Somewhere along the way of these past few years, my sensitivity has begun to surface more readily. Where I once only cried at movies, now, whenever I sense people's need for kindness, a tear escapes. Sometimes, two or three before I realize what's happening. Watching this man stare at his muffin, the tears started up again. He just kept picking at the streusel on top, rolling the little mounds of brown between his fingers, the sugar flatly falling on the table. I occasionally glanced up from my screen to watch him play a solitary game of musical chairs without the music. Every fifteen minutes, he'd pull up a new chair from a different table, test it, and then settle for another ten or fifteen minutes before getting up to do it all over again. He repeated this act for four hours straight. Every few rounds, he would relocate himself to a new table, taking his various sundries along with him. When he landed at the table across from mine, I very deliberately forced myself to keep my butt firmly planted in my seat. It didn't feel right to pack up and leave. What right did I have to sit here that he did not? This much was clear: I had the option of going home or to another cafe, armed with money to pay for whatever time and space I wanted. This man did not. He probably didn't even have a place to sleep that night. Life is unfair, isn't it? And so I willed myself to stay, covering my nose and plucking away at my keyboard until it was time to go.

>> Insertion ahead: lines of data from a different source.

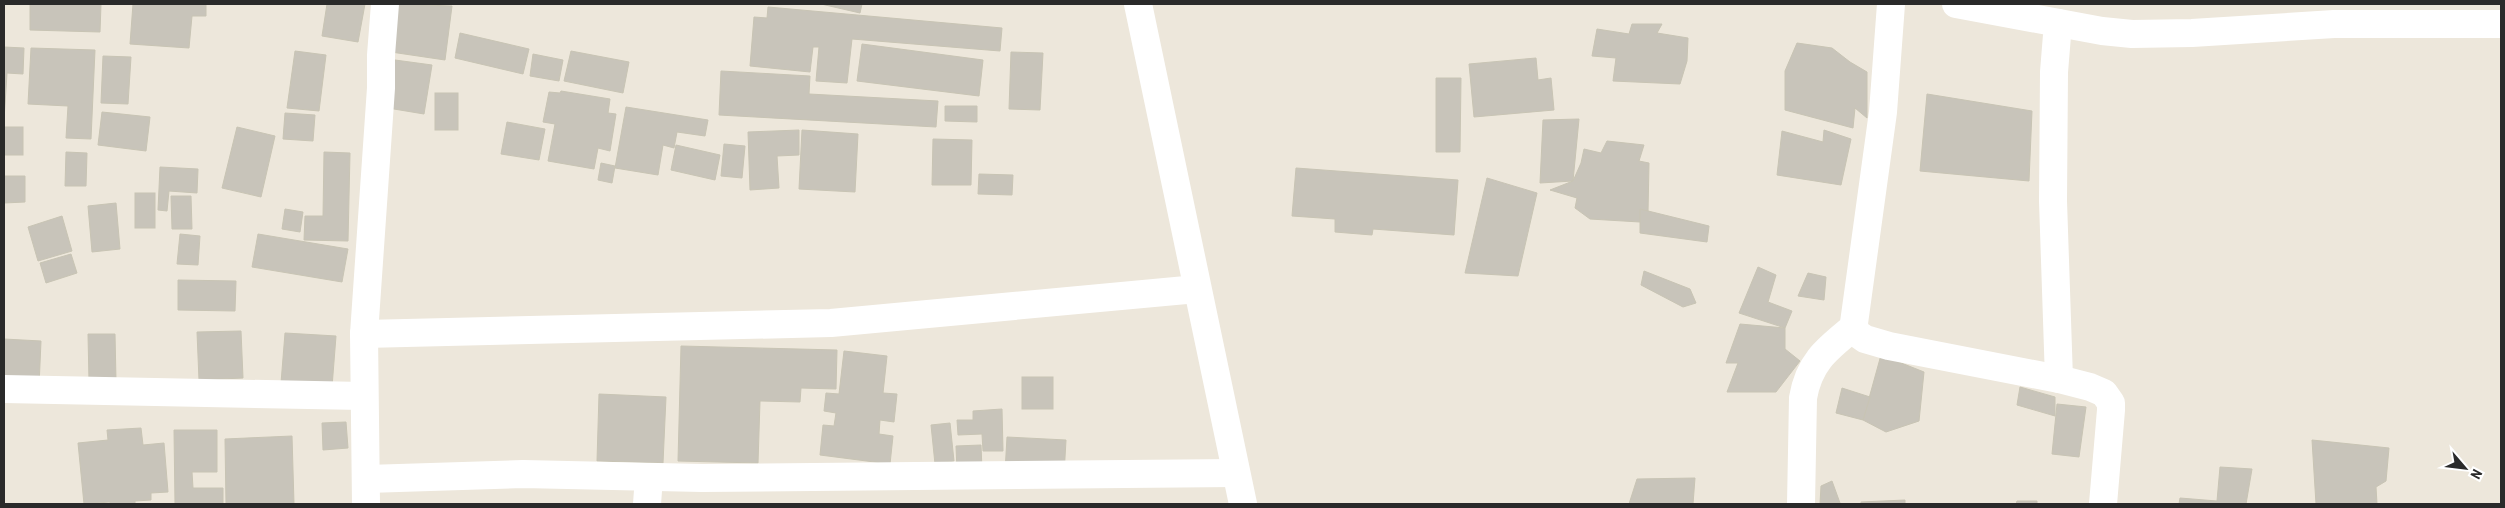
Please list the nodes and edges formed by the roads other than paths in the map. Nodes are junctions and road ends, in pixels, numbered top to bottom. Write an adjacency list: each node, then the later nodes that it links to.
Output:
1 (384, 4): 9 (street)
2 (1138, 4): 7 (street)
3 (1892, 4): 8 (street)
4 (1956, 4): 5 (street)
5 (2058, 23): 6 (street); 10 (street)
6 (2501, 24)
7 (1197, 289): 9 (street); 13 (street)
8 (1854, 327): 10 (street); 18 (street)
9 (364, 334): 12 (street)
10 (2059, 379): 19 (street)
11 (4, 389): 12 (street)
12 (363, 396): 15 (street)
13 (1236, 473): 14 (street); 17 (street)
14 (650, 477): 15 (street); 16 (street)
15 (367, 491)
16 (647, 504)
17 (1243, 504)
18 (1801, 504)
19 (2103, 504)

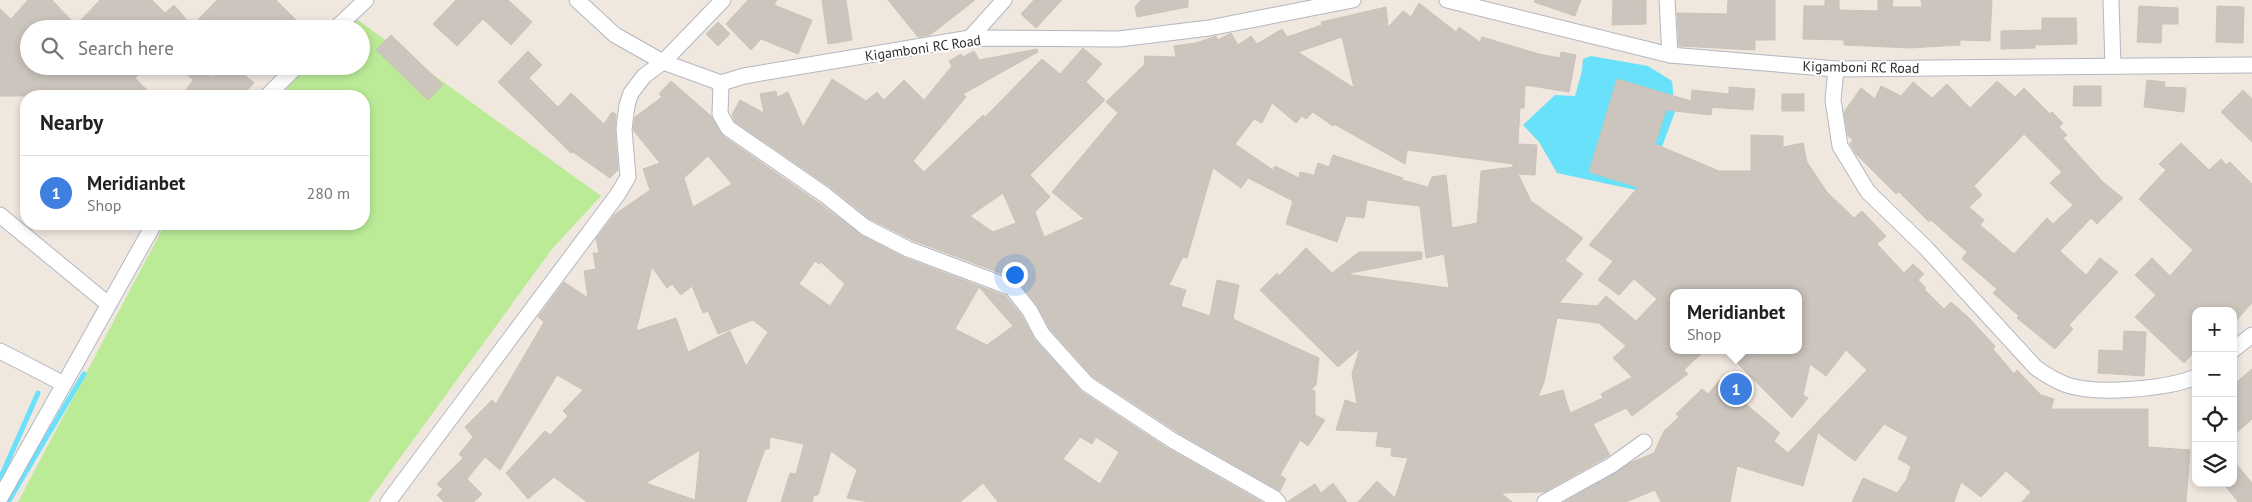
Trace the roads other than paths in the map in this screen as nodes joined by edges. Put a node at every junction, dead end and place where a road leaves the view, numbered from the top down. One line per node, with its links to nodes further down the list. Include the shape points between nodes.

The girl from behind the counter eventually came over and told the man that he needed to leave if he was finished with his food. I think the dismissal stung me more than it did him.

Here I sit, days later, unable to shake the thought of this man. I want to know his story. I want to know why all of a sudden I feel incredibly privileged to be in my own shoes: my wits about me; my mental faculties intact; people in my life who lend their support; friends who pick up their phones when I call; and the choice to do or not do as I please. My life is good, but why am I sitting like a weirdo in a random cafe tearing up over a man I don't even know?

Thursday, February 27, 2014

My friend's five-year-old made a funny request. She repeatedly asked that I send a picture of myself to her mother's phone. I didn't ask why, as I generally oblige when children politely ask for things, regardless of how random the request may be. Like a good-for-nothing adult, I kept forgetting to send it, so after she brought it up for the third time, I pulled and texted this one, the last picture I took of myself from some time ago earlier this winter. I was trashed from little sleep, on FaceTime messing around with the phone, clearly reacting to something that made me uncomfortable.


I should ask that little girl what she plans to do with this. Kids know how to do all sorts of things on iPhones these days. Will she PhotoShop out my mole? Will she crop my head onto a Disney Princess? She's pretty fond of that Disney Frozen movie. We once watched the same four YouTube movie clips on repeat for an hour straight. That is an hour that I will never get back, but if we're going to talk about return on investment, watching her two-year-old brother belt out the movie's theme song at the most random of times is priceless.

It's been really nice to be around children again. That they are my friends' kids is a double perk. They never fail to energize my spirits. They are wonderful little things, busy being honest and real. As lovely as they are, I have been making a concerted effort to limit my time with them and their parents. They welcome me openly in their home, but I quietly straddle that fine line, wary of that one day when they will surely have had too much of me. As all my friends now have life partners and kids, I try to be sensitive to the family unit dynamic, recognizing that life is busy all the time, and that they only have so much time to spend exclusively together. So, I make appearances regularly enough, but make sure to build in breathing room, too. It's been a few days, which means that I'm due for a live musical rhapsody performed by a certain toddler. I can't wait. It's the sweetest thing in the whole wide world right now.